A surface is the outer shell of an object. A surface envelops, protects and conceals secrets. The leather cover of a book or photo album is, literally, the skin that protects the pages and thus also the contents. Since the invention of the camera, it has become a tradition in the Western world to preserve the collective memory of a family in photo albums and thus document one’s own origins. It was passed on from generation to generation.

However, the collective memory does not last (Aleida Assmann) and after three generations it has changed so much that a family album can lose its ideal value. I buy such family albums, which have obviously become worthless, at virtual flea markets. I dissolve their collective memory in order to create a new, universal one.

In this work I invite the viewer to cast their voyeuristic gaze into an unknown photo album. Page by page, layer by layer, he penetrates deeper beneath the surface of a cryptic narrative – a story that opens up to everyone in a different way.

This work is available as a physical object or video.

Home is Somewhere Else

2013, Photoalbum, mixed media, 34 x 21 x 6 cm, Mittelschwäbisches Heimatmuseum Krumbach, Art Award of the town of Krumbach

This work is based on the following statement:

“Home, once lost, is always somewhere else.”

EKH

At the heart of this work is the obsessive search for a place of identification and belonging. I describe it as a long car journey without arrival. For every apparent arrival makes one painfully aware that home is not where one has been looking for it.

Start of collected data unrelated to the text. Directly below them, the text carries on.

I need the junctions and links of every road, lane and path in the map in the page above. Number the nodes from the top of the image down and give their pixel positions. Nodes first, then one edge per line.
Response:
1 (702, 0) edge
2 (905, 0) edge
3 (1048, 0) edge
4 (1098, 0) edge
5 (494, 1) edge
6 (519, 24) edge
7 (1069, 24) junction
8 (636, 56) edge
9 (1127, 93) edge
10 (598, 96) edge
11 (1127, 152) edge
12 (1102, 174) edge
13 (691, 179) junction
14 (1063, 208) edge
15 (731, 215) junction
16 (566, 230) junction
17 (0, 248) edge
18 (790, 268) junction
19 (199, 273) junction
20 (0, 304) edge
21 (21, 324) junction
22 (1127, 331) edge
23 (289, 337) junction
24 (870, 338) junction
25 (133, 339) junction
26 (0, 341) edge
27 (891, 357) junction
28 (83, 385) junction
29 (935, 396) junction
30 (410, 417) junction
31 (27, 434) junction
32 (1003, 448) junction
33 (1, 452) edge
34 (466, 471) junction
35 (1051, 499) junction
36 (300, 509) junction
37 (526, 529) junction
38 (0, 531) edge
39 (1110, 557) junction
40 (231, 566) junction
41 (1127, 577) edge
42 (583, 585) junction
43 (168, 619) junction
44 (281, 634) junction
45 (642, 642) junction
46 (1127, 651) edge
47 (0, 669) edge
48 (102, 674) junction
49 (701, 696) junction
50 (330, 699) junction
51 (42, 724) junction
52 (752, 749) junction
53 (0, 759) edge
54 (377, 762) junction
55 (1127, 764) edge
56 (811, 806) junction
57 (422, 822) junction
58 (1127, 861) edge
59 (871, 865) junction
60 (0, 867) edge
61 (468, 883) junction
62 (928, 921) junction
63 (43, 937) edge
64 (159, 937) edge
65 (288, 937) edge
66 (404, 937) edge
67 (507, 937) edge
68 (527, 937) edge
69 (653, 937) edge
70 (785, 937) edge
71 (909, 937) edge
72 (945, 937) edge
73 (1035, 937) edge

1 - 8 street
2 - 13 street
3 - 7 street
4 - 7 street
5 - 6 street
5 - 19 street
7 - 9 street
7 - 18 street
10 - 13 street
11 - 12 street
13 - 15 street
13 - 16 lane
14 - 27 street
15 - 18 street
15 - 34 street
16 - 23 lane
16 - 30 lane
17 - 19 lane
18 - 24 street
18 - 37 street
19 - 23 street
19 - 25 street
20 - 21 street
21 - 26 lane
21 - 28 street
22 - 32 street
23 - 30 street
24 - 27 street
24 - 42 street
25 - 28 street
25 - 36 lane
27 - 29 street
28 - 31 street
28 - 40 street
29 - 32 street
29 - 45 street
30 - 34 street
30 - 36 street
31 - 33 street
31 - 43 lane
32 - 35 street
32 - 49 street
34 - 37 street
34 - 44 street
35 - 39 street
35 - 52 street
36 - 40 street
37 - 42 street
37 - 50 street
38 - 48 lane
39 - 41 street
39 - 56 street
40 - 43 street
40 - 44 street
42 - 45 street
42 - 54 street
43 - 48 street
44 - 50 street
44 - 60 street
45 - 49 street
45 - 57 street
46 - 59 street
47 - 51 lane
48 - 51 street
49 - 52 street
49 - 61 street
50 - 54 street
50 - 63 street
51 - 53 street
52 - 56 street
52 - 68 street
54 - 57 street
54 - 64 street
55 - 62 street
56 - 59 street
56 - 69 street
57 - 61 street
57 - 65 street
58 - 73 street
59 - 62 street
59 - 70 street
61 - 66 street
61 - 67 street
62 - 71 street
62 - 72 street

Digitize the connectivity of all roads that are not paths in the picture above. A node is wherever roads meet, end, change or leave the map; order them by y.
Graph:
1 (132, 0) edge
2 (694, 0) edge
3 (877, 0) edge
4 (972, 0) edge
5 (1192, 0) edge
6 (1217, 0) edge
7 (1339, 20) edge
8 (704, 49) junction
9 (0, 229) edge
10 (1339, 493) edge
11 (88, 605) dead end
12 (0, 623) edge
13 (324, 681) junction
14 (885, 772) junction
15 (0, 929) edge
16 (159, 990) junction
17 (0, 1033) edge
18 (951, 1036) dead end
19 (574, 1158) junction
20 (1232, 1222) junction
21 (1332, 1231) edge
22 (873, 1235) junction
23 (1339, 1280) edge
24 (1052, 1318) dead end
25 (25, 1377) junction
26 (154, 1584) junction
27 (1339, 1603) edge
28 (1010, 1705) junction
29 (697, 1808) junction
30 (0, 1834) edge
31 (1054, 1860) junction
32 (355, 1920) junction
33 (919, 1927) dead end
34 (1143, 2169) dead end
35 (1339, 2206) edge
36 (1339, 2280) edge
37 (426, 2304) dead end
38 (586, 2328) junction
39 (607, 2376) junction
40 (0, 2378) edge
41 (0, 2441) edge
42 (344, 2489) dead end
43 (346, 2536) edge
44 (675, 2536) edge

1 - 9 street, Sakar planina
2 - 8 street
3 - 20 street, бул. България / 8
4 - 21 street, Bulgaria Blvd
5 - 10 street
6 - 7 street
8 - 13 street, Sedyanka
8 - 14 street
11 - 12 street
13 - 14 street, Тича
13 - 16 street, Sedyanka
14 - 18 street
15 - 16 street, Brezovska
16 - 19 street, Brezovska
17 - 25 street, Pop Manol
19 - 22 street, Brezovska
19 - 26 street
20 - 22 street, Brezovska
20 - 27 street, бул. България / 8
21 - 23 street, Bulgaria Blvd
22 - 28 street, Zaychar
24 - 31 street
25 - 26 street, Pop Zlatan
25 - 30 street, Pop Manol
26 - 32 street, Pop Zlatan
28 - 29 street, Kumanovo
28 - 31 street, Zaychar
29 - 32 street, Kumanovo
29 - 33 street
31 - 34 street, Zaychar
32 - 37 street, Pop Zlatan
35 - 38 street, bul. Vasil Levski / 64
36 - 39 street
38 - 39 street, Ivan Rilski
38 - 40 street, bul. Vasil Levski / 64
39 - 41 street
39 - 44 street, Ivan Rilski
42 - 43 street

The book is an old family album filled with my own photographs, mostly taken from a moving car and then given a digital patina. In this way, present and past, reality and fiction merge.

The Leporello Project

This booklet was created as a “dialogue” between two artists. It was sent back and forth several times by post for further processing. In this way it underwent constant changes through pasting, painting and other techniques. “Mine” and “Yours” became more and more blurred until they finally merged into one.

In the same way, a “twin” (not identical) was created, which remained with the artist Antje Fischer.